Add old-fashioned M35 tri-axle trucks and the more modern Navistar 7000, hundreds of Ford Ranger and F-350 pickup trucks derived from the civilian Ford Super Duty. From its pro-Soviet/Russian era, it has hundreds of BMP-2 combat tracked vehicles, BRDM-2 wheeled vehicles and around three hundred BTR-60s, 70s and 80s 8x8 wheel drive vehicles.

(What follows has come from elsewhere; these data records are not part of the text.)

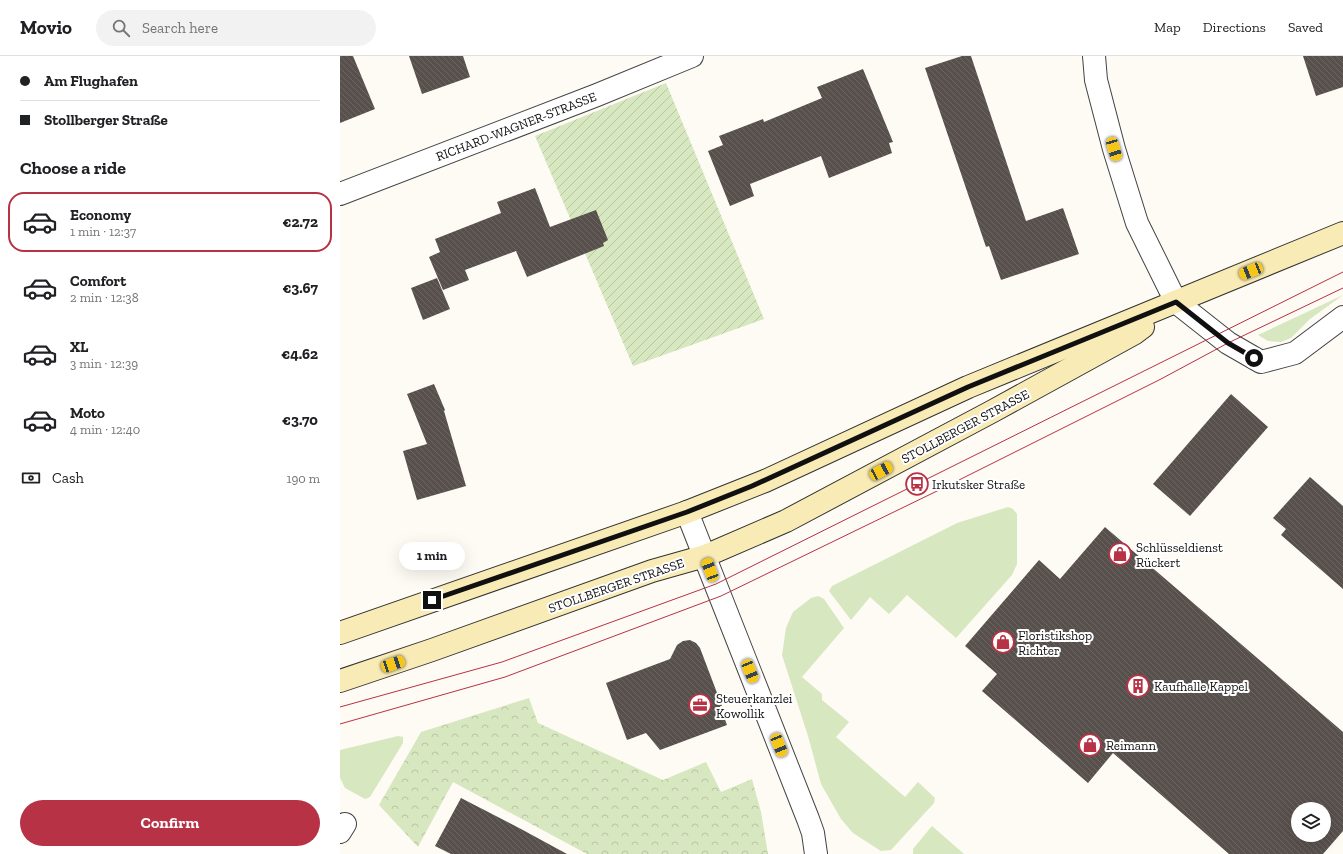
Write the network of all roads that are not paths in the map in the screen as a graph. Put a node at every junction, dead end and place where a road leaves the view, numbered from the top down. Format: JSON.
{"nodes":[{"id":1,"x":692,"y":56,"type":"edge"},
{"id":2,"x":1094,"y":56,"type":"edge"},
{"id":3,"x":340,"y":194,"type":"edge"},
{"id":4,"x":1343,"y":233,"type":"edge"},
{"id":5,"x":1176,"y":302,"type":"junction"},
{"id":6,"x":1343,"y":317,"type":"edge"},
{"id":7,"x":687,"y":512,"type":"junction"},
{"id":8,"x":705,"y":556,"type":"junction"},
{"id":9,"x":340,"y":633,"type":"edge"},
{"id":10,"x":340,"y":682,"type":"edge"},
{"id":11,"x":816,"y":854,"type":"edge"}],
"edges":[{"from":1,"to":3,"type":"street","name":"RICHARD-WAGNER-STRASSE"},
{"from":2,"to":5,"type":"street"},
{"from":4,"to":5,"type":"main road","name":"STOLLBERGER STRASSE"},
{"from":5,"to":6,"type":"street"},
{"from":5,"to":7,"type":"main road","name":"STOLLBERGER STRASSE"},
{"from":5,"to":8,"type":"main road","name":"STOLLBERGER STRASSE"},
{"from":7,"to":8,"type":"street"},
{"from":7,"to":9,"type":"main road","name":"STOLLBERGER STRASSE"},
{"from":8,"to":10,"type":"main road","name":"STOLLBERGER STRASSE"},
{"from":8,"to":11,"type":"street"}]}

On the air side, the situation is even more deplorable. The technical team of the Special Inspector General for Afghanistan Reconstruction had estimated that, as of 30 June, Afghan aircraft numbered a meagre 167 out of a total fleet of 211 on paper. President Ashraf Ghani's air force operated seven different aircraft platforms. The remnants of the large fleet of older Russian Mil Mi-17 tactical helicopters (37 aircraft) and Mi-35 combat helicopters were joined by fewer than half a dozen American UH-60 Black Hawks and 43 of the commercially sourced MD-530F helicopter, armed with rockets and machine guns.
Among the aircraft were a few four-engine C-130H Hercules transports, civilian Cessna C-208 Caravans and their militarised AC-208 derivative. Rounding out the sparse air component were a few examples of the Embraer EMB-314 renamed A-29 Super Tucano, a turbo-prop aircraft purchased by the Pentagon from Brazil - at a unit cost of $22 million - to enable Afghan pilots to attack Taliban military targets on the ground with rockets and missiles. Of the above, the pilots of at least 22 planes and 24 helicopters appear to have taken refuge in neighbouring Uzbekistan.
While seizing weapons, vehicles and aircraft is key for the jihadists, other war assets are just as vital, if not more so. They have already seized the 215 weapons depots and logistics centres, with magazines filled with tens of millions of rounds of ammunition of all calibres, explosives and mines. The workshops for repairing vehicles, electronic equipment, aircraft, helicopters, light and heavy weapons, as well as shooting ranges and troop training grounds. Of course, the same has happened to hospitals, clinics and military laboratories.
They have also captured fuel depots. Their importance is such that US aid officials had estimated that the now defunct Kabul government needed "more than $1 billion a year" to move its fleets of vehicles and aircraft and to power the living quarters and mess halls of its military bases, academies and training centres in Kabul and throughout the country. In short, the arsenal of President Ashraf Ghani's government could not possibly cope with the Taliban. Recent events bear this out. And in Washington, they had to know it.